Why do elements, as they have more protons, need a higher amount of neutrons to stabilise them? I've seen the graphs of the stability line but I can't find any reason as to why this happens, I understand radiation, just not why radiation needs to occur in the first place if that makes sense.
 A: The nuclear force only acts between nearest neighbors to hold them together- but the electrostatic force driving them apart has infinite range, so any one proton in the nucleus feels the repulsion of all the other protons.
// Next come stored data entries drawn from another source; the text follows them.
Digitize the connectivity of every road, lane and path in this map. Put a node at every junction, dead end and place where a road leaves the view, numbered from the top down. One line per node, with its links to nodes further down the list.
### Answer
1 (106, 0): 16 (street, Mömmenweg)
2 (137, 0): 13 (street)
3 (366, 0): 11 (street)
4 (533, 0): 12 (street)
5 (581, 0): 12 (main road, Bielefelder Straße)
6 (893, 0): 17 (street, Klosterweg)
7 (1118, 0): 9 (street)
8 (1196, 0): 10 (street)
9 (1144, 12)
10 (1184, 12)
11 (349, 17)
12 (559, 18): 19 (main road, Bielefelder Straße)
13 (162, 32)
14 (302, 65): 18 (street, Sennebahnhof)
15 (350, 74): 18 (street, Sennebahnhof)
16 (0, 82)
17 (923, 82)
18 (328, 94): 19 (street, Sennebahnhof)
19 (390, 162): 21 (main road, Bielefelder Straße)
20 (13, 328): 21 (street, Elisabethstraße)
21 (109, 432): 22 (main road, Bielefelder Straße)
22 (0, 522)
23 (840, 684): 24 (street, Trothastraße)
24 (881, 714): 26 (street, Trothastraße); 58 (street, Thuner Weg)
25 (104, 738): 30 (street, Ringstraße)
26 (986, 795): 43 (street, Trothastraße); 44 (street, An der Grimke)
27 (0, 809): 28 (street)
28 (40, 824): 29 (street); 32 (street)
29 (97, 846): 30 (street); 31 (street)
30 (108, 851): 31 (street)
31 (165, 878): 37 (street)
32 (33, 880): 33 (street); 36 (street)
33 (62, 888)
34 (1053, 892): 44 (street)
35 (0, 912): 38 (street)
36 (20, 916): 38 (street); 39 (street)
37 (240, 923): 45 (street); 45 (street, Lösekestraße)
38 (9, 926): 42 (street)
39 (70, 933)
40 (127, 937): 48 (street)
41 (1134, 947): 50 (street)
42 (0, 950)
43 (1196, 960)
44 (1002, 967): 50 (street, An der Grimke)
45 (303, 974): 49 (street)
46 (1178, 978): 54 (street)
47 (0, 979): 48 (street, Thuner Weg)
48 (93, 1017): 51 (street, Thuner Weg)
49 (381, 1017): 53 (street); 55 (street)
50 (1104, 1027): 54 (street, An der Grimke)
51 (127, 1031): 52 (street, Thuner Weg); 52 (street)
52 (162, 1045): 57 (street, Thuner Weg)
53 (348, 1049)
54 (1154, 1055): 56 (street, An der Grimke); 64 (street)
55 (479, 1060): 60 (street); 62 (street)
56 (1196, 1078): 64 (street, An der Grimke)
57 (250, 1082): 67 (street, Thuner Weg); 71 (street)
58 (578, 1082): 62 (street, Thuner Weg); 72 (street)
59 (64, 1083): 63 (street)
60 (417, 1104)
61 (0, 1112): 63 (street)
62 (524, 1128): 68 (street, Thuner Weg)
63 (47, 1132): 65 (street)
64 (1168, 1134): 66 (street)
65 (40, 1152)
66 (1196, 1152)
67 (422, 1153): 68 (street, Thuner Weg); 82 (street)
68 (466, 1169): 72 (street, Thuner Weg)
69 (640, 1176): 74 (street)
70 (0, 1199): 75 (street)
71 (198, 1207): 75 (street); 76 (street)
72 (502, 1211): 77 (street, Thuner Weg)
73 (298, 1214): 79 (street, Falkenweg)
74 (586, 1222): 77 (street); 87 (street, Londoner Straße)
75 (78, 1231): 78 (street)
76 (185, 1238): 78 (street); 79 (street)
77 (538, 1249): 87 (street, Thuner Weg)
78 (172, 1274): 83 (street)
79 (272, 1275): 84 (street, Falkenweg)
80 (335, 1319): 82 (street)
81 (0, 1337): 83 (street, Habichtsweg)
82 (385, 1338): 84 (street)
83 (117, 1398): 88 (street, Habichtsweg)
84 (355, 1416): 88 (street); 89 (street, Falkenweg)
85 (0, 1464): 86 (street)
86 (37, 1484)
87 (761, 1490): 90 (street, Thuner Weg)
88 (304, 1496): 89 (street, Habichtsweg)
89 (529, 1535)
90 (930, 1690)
This is why you need extra neutrons (which bind via the nuclear force but do not experience the electrostatic force) as "glue" to keep all the protons stuck together.
A: Having a stable nucleus is a complex balance between the

*

*residual nuclear interaction attracting protons and neutrons together, but has quite short range even for the nuclear scale

*electrostatic interaction (trying to fly the protons apart, but not acting on neutrons),

*weak interaction, able to convert protons into neutrons and neutrons in protons if it happens to be energetically favorable

*Pauli principle that prevents neutrons and protons (it acts separately for protons and neutrons) clumping too close together

...as well as some other factors that have less of influence.
The first two factors together act as if you need to "dilute" protons with neutrons in order to keep them from flying away, but not too much.
These two factors have different behavior at a distance.
The important part is, the electrostatic interaction has relatively longer range. (In fact, both interactions are good to infinity, but the electrostatic weakens with distance much slower)
As you grow the nucleus bigger and bigger, the electrostatic interaction gets more and more influence in the overall balance, because it acts better at a distance.
This is why bigger nuclei favor more neutrons.